Mununggurr explains that Yolngu have used this ganybu for a long time to catch catfish during the dry season: this ganybu ‘is not a balanda net but Yolngu.’ She adds that ganybu has metaphorical connotations too: ‘to grab people or bring them and show them our culture, Yolngu people, including balanda [westerner, or non-Aboriginal people]… they never know what ganybu means… That’s why I named the bark ganybu, so that people can come and see.’ Directly facing the floor-to-ceiling windows that line the front gallery, Mununggurr’s graphic installation makes a direct address to passers by on Gertrude Street, inviting them inside.

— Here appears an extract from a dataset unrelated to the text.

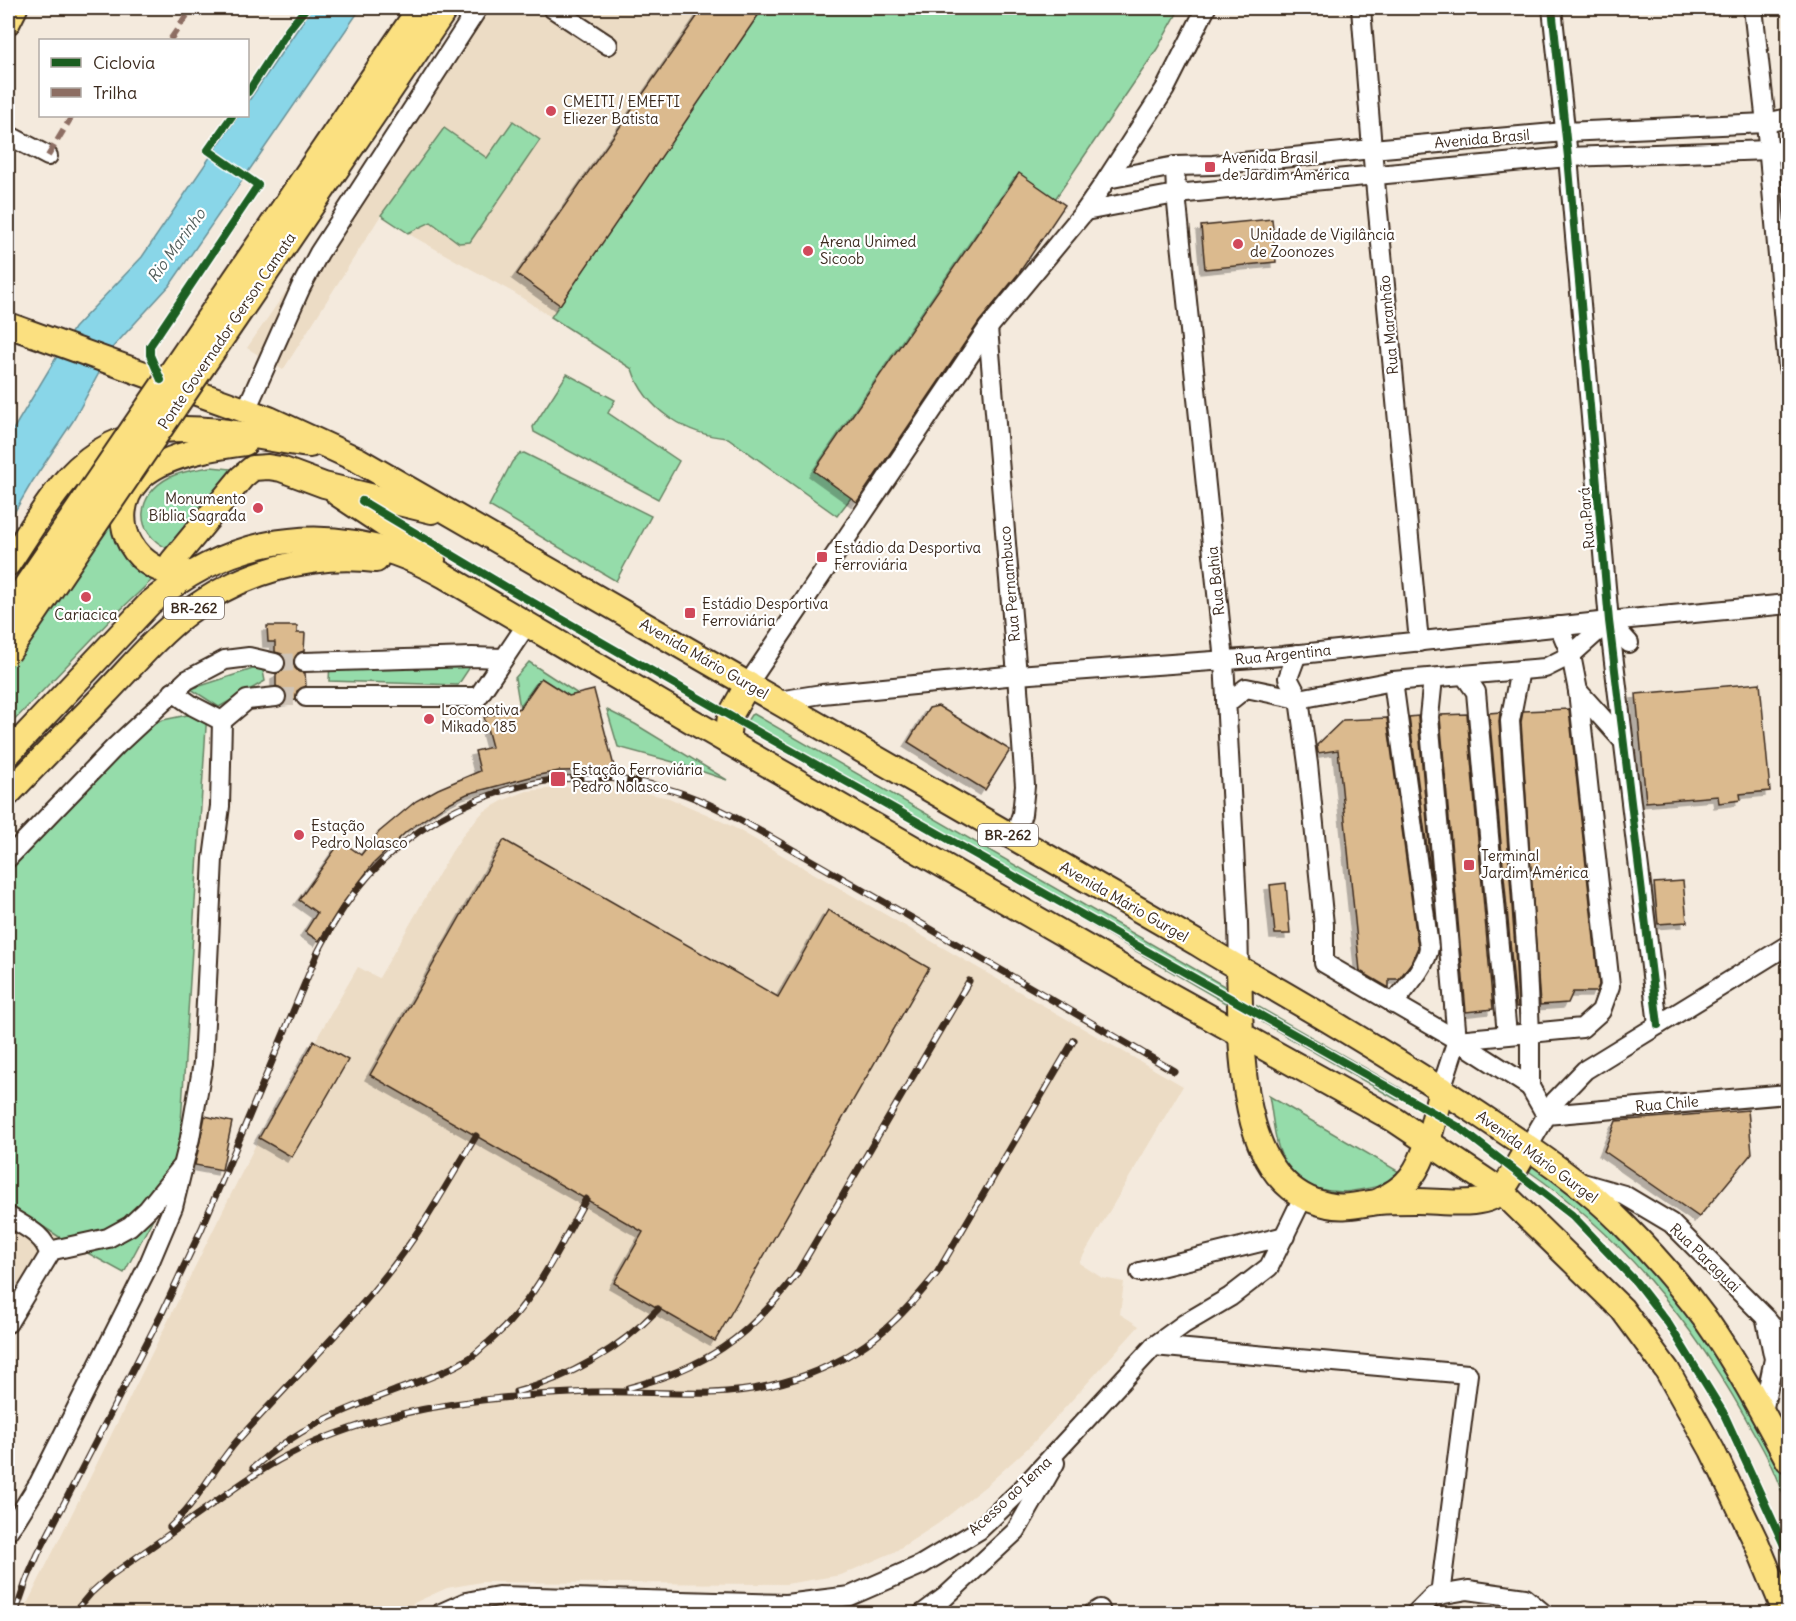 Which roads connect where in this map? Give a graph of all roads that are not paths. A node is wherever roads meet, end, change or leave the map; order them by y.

Upon entering, viewers step into a deeply interconnected environment: stories of the net and waters at Wändawuy homeland are cross-referenced across each of the individual 252 barks of the wall-mounted installation, the ganybu shape of the installation itself, and the miny’tji adorning the larrakitj. Further, large bark shavings that were stripped from the larrakitj as it was prepared for painting are scattered across the entire gallery floor to create a pungent carpet. The scent of eucalyptus and the texture of the stringy bark underfoot serve to ‘show balanda that the bark [paintings] and larrakitj all come from the same tree.’ The installation is a powerful reminder that, as Andrew Blake — former Art Coordinator at Buku-Larrnggay — has said,  everything in traditional Yolngu life is connected: ‘Every physical or meta-physical thing has a place on a complex but ordered grid.’4

1. Djon Mundine, ‘Saltwater’,  in Saltwater: Paintings of Sea Country, the Recognition of Indigenous Sea Rights [1999], second edition, ed. Jenny Isaacs, Carol Dettmann, Andrew Blake, Will Stubbs, Raymattja Marika, Djambawa Marawili, Gawirrin Gumana, Dhukal Wirrpanda, Merrkiyawuy Ganambarr (Neutral Bay, NSW: Chapter and Verse, 2014), p. 26. Mundine cites: Mary Yamirr and Others v. Northern Territory, Olney J, 1998, 771, Federal Court of Australia. 

2. Marrnyula Mununggurr, cited Saltwater, [1999] 2014, p. 44.

3. Marrnyula Mununggurr, interview with the author, 28 January 2015. All otherwise unattributed information and quotations come from this interview.

4. Andrew Blake, preface to Saltwater, [1999] 2014, pp. 6–8.